Collected data:
+++

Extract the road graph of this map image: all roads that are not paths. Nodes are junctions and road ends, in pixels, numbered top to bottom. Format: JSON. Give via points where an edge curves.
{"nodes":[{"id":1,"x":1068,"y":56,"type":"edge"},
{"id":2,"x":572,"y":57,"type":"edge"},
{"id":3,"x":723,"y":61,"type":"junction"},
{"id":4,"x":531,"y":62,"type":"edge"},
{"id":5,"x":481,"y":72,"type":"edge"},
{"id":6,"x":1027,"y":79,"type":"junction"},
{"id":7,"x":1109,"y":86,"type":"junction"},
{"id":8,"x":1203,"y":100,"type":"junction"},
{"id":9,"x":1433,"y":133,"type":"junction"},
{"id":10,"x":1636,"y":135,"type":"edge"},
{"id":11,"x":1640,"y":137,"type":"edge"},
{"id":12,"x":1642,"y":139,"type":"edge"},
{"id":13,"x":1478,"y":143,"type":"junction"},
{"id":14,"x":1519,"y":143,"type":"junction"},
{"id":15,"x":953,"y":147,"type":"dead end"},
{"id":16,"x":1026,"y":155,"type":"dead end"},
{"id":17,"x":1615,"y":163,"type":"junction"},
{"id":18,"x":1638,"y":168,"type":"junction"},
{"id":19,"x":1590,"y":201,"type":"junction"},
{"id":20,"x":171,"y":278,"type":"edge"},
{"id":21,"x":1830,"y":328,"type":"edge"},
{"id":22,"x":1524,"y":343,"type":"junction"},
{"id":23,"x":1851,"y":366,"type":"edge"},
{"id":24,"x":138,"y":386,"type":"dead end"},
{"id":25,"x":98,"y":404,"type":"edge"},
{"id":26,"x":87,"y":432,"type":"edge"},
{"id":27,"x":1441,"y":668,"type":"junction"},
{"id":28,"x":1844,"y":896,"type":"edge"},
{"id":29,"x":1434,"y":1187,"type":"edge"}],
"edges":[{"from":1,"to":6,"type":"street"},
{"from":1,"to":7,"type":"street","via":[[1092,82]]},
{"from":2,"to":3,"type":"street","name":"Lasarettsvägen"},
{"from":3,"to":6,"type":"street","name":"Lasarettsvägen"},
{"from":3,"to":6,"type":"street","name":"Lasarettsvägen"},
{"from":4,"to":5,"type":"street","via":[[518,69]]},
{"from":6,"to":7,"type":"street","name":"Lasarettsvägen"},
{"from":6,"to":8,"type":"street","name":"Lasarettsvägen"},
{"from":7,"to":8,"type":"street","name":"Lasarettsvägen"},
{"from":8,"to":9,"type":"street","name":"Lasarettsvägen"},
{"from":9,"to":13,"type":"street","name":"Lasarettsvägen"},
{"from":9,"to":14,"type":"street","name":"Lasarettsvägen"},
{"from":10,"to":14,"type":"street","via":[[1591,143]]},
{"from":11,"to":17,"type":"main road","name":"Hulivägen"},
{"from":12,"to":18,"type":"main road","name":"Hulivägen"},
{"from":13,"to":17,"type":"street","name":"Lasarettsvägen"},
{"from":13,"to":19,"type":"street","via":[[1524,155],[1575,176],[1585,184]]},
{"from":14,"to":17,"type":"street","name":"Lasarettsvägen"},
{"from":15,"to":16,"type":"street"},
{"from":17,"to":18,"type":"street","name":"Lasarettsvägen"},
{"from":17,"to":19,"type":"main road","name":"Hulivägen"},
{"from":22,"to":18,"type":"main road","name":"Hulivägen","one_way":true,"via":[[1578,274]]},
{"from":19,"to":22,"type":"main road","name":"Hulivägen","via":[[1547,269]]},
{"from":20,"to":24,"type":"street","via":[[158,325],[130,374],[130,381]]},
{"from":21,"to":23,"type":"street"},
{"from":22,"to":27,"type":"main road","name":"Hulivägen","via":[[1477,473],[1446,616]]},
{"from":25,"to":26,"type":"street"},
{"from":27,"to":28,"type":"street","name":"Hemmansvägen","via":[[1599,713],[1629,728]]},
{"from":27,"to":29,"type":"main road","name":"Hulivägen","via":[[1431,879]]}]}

+++

— Goal of the exercise —
Each line that holds the word "dead" should be extracted from the records.

— Answer to the problem —
{"id":15,"x":953,"y":147,"type":"dead end"},
{"id":16,"x":1026,"y":155,"type":"dead end"},
{"id":24,"x":138,"y":386,"type":"dead end"},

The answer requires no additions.